▸ EXERCISE DETAILS
Please tally the lines below that contain the word "roads" and reply with the total alone.

== == ==

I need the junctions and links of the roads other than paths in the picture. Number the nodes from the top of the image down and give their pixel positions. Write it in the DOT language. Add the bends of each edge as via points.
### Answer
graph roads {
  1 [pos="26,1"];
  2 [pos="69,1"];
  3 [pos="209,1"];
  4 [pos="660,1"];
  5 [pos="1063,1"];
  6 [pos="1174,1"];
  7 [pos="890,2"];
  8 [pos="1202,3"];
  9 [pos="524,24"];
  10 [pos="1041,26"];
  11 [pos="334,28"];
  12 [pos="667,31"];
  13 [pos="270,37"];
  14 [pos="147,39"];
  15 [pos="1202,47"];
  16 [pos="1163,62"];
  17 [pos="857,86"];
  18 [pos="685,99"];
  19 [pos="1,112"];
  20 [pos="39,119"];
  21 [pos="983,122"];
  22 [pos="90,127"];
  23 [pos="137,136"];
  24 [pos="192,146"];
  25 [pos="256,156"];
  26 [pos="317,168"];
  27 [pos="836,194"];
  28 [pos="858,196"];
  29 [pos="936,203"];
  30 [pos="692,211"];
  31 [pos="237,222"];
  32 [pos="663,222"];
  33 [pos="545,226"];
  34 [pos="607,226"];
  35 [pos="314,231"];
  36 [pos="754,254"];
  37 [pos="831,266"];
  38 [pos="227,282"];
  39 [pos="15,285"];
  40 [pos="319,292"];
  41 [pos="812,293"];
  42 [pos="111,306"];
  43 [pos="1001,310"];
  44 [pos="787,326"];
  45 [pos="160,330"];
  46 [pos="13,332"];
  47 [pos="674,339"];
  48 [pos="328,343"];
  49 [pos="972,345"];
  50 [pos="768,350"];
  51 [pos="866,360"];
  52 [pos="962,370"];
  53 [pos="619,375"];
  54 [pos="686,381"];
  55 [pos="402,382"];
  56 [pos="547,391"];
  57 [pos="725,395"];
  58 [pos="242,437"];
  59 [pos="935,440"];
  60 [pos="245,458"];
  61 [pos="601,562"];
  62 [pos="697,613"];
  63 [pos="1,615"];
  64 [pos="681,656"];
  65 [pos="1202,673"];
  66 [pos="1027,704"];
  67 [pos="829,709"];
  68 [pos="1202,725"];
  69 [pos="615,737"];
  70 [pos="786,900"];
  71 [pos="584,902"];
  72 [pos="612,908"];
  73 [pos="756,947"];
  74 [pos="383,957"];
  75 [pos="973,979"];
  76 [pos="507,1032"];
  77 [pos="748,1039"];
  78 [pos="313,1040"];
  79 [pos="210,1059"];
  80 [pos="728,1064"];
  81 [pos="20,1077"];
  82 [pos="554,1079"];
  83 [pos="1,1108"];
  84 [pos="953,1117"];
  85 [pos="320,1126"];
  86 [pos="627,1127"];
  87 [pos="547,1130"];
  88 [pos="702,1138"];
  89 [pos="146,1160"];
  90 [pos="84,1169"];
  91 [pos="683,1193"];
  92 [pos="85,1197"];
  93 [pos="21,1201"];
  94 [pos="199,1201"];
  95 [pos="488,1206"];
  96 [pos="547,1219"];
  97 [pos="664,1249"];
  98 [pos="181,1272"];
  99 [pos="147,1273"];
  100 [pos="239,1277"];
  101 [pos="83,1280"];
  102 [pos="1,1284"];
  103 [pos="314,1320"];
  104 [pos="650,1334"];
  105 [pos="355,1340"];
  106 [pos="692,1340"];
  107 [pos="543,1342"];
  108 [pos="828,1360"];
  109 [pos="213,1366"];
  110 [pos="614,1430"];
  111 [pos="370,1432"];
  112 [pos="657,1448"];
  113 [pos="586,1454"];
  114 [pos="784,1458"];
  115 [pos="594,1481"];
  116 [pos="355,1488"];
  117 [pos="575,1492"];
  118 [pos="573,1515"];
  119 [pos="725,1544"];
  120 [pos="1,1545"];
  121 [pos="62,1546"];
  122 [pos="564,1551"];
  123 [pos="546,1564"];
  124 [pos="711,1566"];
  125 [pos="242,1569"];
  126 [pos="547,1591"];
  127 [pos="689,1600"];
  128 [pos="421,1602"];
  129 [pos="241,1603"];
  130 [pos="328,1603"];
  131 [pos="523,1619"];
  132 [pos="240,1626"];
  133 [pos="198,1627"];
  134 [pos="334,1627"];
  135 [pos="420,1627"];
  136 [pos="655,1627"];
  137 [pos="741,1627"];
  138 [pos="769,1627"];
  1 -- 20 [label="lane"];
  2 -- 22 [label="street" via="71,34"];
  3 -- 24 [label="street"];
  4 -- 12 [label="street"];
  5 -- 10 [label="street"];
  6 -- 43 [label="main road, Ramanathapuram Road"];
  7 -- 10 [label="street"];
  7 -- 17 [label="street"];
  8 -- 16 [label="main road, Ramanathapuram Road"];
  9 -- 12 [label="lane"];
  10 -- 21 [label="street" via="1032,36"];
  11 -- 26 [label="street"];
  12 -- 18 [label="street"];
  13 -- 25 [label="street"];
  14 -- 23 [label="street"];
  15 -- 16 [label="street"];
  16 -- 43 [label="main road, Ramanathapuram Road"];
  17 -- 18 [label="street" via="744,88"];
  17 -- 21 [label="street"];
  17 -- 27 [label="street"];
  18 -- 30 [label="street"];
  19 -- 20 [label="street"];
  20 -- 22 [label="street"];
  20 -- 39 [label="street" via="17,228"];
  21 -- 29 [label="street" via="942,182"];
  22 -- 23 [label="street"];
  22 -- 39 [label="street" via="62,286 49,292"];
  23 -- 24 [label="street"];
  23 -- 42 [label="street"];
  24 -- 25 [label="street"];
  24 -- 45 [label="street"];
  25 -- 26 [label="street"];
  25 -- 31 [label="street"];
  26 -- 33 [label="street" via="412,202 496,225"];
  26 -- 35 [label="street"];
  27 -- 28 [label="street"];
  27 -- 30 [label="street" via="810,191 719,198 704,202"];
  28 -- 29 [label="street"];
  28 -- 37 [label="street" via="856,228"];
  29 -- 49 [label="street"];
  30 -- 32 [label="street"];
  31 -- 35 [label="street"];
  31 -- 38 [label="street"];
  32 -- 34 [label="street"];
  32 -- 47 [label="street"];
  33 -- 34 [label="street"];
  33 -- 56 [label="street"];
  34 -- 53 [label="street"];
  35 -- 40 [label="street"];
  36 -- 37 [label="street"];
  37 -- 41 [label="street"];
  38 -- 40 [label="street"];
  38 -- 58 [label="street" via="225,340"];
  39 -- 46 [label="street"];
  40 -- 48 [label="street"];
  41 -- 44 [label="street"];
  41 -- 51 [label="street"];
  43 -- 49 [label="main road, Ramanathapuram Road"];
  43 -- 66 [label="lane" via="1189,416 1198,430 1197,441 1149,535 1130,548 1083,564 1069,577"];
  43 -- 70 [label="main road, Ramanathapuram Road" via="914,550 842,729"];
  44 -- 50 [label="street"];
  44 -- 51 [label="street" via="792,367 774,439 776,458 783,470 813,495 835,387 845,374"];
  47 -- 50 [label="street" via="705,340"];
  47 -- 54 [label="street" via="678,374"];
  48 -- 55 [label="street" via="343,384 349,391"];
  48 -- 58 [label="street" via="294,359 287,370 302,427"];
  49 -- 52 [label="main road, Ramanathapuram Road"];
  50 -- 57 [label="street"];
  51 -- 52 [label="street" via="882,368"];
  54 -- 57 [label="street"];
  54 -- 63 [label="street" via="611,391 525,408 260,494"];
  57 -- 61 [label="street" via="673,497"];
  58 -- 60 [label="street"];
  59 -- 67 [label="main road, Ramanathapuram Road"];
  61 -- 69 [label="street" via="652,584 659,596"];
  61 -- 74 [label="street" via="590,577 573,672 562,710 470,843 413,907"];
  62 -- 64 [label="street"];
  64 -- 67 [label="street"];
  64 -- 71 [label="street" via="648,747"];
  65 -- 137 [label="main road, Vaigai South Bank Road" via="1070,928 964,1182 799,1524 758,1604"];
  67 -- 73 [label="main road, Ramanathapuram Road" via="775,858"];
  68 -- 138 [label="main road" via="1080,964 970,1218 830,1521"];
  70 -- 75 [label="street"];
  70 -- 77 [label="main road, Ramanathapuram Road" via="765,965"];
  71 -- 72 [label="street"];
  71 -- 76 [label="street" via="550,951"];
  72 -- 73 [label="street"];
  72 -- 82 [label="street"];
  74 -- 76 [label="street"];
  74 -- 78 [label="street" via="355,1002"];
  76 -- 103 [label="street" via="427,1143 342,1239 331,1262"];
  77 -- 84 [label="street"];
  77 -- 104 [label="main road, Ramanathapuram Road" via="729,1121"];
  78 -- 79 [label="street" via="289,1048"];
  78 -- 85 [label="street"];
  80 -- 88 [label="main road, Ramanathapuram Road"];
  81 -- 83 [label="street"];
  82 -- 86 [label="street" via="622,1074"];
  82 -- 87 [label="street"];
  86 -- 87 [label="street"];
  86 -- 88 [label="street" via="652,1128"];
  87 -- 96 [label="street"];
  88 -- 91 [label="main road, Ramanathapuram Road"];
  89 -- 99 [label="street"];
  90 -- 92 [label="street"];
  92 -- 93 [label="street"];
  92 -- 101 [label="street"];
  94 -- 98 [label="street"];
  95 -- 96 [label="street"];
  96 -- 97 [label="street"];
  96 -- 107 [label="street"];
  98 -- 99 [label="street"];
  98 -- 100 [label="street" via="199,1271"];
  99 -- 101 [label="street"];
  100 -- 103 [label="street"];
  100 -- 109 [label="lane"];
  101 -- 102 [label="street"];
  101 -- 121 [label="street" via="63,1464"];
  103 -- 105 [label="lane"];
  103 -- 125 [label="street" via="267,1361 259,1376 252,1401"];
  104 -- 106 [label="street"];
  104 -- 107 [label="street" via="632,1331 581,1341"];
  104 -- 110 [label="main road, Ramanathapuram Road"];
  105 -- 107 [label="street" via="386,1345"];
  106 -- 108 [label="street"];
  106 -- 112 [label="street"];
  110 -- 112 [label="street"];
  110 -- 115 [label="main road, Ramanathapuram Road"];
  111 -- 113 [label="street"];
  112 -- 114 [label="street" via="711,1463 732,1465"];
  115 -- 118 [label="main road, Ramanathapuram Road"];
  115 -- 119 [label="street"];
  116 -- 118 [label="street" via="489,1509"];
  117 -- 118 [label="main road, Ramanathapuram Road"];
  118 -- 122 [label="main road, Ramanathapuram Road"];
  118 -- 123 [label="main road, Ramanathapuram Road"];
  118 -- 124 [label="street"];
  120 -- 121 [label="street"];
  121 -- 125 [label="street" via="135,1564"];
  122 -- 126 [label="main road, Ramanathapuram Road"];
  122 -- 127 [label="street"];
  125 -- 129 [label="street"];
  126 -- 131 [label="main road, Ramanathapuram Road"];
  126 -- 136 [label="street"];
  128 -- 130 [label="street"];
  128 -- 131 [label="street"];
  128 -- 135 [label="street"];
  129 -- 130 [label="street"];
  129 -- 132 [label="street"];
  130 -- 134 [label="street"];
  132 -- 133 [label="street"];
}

== == ==

▸ ANSWER TO THE EXERCISE
2